Comedy has also often made me cringe, which isn’t too surprising since I score high on sensitivity and people pleasing on all personality tests. I never want to see jokes at others’ expense, and isn’t that the crux of comedy afterall? In these undeniably divisive times, should comedy continue on without boundaries? While comics have always tailored their material to popular culture, there is a new wave of expectation around what – and who – should be the butt of a joke. I don’t know if you’ve watched the latest saga with Dave Chapelle, but he’s just one example of comedians who cross lines to make people uncomfortable. His supporters, in a recent example, have used the First Amendment’s guarantee of free speech as an argument for his controversial string of edgy, transphobic jokes. But is comedy all that comedic when it belittles someone, much less a group of people?

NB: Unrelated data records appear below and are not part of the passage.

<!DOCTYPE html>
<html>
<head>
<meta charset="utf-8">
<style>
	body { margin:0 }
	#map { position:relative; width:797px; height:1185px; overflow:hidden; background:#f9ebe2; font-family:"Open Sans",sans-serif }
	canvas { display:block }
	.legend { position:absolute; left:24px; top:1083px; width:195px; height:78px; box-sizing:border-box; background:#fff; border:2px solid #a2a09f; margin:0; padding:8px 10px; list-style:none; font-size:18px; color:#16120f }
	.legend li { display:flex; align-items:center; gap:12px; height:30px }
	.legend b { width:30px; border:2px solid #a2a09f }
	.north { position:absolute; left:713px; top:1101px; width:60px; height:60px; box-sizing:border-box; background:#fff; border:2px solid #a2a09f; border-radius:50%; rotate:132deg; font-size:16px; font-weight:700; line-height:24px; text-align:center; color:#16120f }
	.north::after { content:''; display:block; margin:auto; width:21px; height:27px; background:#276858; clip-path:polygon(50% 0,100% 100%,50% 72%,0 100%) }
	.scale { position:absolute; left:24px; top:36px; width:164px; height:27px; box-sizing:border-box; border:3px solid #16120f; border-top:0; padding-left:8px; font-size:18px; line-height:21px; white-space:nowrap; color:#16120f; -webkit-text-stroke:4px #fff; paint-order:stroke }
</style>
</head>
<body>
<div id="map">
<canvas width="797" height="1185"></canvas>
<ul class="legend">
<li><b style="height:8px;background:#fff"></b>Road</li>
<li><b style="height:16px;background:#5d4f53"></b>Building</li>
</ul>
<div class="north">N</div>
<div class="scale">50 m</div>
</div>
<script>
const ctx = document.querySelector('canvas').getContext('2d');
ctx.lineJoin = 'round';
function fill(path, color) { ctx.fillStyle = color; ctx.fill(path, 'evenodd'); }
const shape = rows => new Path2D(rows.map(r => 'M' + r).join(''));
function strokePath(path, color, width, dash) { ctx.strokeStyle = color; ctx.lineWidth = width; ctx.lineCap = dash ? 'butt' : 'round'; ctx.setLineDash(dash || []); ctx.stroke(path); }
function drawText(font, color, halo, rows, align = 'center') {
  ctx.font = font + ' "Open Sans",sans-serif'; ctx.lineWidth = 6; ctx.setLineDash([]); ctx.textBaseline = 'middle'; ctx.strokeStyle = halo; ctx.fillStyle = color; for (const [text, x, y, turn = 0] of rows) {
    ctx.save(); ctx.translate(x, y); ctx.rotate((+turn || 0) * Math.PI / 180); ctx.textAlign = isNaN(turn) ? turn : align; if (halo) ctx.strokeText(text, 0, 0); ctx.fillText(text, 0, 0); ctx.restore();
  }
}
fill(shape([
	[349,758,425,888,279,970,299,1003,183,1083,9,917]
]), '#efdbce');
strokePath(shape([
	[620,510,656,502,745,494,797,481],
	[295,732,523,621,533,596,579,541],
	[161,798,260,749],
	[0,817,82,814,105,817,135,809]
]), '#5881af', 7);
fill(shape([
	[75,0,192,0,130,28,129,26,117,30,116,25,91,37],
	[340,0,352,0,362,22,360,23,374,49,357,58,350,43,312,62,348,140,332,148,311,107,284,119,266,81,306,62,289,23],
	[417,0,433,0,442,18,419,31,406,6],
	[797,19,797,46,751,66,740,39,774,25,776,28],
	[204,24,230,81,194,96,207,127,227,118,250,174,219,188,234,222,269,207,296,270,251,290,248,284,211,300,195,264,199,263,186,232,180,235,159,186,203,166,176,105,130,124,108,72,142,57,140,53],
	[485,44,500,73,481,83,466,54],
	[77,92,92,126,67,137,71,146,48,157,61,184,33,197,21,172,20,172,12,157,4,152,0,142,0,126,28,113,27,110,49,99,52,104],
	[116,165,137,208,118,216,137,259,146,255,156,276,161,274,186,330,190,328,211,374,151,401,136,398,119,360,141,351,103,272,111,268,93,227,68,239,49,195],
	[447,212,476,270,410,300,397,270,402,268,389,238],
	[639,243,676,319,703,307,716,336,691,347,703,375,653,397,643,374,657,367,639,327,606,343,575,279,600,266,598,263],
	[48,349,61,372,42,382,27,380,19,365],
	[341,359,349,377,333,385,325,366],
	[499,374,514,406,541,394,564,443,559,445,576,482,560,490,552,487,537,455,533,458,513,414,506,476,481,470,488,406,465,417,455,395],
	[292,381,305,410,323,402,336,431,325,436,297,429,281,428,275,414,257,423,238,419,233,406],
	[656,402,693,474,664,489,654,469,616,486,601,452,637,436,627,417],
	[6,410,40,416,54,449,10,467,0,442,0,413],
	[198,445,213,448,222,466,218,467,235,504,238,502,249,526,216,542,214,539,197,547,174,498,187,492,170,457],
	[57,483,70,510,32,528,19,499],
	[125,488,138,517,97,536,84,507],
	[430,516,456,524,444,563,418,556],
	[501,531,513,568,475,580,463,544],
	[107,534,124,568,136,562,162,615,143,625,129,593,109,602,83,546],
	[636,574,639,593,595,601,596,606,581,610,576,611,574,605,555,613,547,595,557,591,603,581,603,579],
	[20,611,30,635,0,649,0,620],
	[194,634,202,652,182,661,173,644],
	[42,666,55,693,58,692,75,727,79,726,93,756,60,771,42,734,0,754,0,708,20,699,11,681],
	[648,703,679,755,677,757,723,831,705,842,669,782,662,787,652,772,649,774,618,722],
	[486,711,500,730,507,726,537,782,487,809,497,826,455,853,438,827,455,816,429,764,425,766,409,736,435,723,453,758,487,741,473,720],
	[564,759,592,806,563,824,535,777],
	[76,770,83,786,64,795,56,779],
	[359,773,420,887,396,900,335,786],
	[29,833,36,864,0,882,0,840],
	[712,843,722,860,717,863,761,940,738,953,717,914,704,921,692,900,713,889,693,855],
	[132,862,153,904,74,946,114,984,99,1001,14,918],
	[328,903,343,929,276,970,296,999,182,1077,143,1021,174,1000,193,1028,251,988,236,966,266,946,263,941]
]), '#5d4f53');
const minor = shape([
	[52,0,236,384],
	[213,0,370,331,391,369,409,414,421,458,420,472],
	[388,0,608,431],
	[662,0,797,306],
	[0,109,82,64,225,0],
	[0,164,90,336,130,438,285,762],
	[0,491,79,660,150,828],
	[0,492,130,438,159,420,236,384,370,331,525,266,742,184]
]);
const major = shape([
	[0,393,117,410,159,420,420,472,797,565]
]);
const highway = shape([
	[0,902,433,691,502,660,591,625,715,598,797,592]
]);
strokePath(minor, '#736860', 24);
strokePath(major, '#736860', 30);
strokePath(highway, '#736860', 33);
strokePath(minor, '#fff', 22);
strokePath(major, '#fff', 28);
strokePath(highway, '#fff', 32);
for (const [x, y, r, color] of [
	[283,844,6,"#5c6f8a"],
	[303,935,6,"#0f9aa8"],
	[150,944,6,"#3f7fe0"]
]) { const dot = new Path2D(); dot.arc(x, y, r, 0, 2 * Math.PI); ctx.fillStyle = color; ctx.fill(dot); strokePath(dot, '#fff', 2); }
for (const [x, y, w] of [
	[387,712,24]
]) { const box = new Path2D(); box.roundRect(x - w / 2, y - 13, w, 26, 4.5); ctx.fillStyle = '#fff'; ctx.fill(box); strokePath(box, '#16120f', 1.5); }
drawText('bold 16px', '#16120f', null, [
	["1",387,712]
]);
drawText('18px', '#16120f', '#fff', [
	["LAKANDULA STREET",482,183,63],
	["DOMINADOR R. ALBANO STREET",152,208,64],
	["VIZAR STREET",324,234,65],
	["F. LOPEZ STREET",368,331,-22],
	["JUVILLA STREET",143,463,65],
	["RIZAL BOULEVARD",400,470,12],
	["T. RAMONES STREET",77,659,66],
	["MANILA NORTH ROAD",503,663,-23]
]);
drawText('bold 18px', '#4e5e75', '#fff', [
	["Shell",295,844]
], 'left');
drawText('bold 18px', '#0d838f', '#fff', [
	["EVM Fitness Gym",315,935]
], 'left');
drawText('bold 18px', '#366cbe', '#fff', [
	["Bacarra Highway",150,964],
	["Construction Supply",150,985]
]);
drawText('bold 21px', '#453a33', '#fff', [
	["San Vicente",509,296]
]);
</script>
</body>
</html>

This question is decades old, but I believe it’s amped up in part due to social media. In the ‘before’ times (aka before MySpace and The Facebook – remember those days, Gen X?), we didn’t have to know that our friends or family found some risque routines funny. It wasn’t front and center in our feed. People would simply laugh alongside their TV dinners and go about their way. But today, with sharing, reposting, and amplifying unvetted voices and opinions, I often question what others find funny and wonder what that says about all of us when we choose to share those things. And, if you follow me on social, I’m sure you might have the same questions about my own humor-rating scale also.
I think we can tell a lot about a person based on what they share on social, and yet, it’s only a small window of what they want you to see about their own lives.
Coming back to comedy, we can laugh uncomfortably at Dave Chapelle’s jokes as we watch his latest special or mention it to a friend in passing (I won’t watch it, but that’s my choice. You can make your own choices..) what we find funny isn’t intrinsically wrong or unjust — it’s what we choose to do with that giggle. Do we share it? Do we allow it to lead us down a rabbit hole of other jokes or forums that marginalize people in our world that we’re supposed to protect?
Comedy is murky. It can be a fuck-all. But, like art, it is subjective. I may not let out a belly laugh if human rights and decency are ever obliterated on the mic, but I will always question conversations (on the mic or off) that are separating people as “others.” Discussions, whether for a laugh or a like on social media, that are designed to provoke or stir up controversy. At the end of the day, these conversations seem to come from a place of fear. A fear of scarcity, of a loss of power, of something that isn’t understood. And fear-based conversations go against one of my closely-held values: always stay curious.
It’s also easy to see why I have this reaction to comedy: it says what we don’t want to say out loud. It allows us to accept and laugh instead of questioning whether what we’re hearing is kind or decent. Maybe that’s why I gravitate more toward any comedians that challenge the status quo, like Tig Notaro or Ali Wong. Those that provide a more nuanced conversation than simply lambasting a group of people for being different. Conversations that point out where we can grow – even if it’s uncomfortable – instead of where we can hold others back.
Naturally, I have an apprehension of ‘edgy’ humor.’ The best I can offer is that our values are not only rooted in the material we find humorous, but also what we do with it.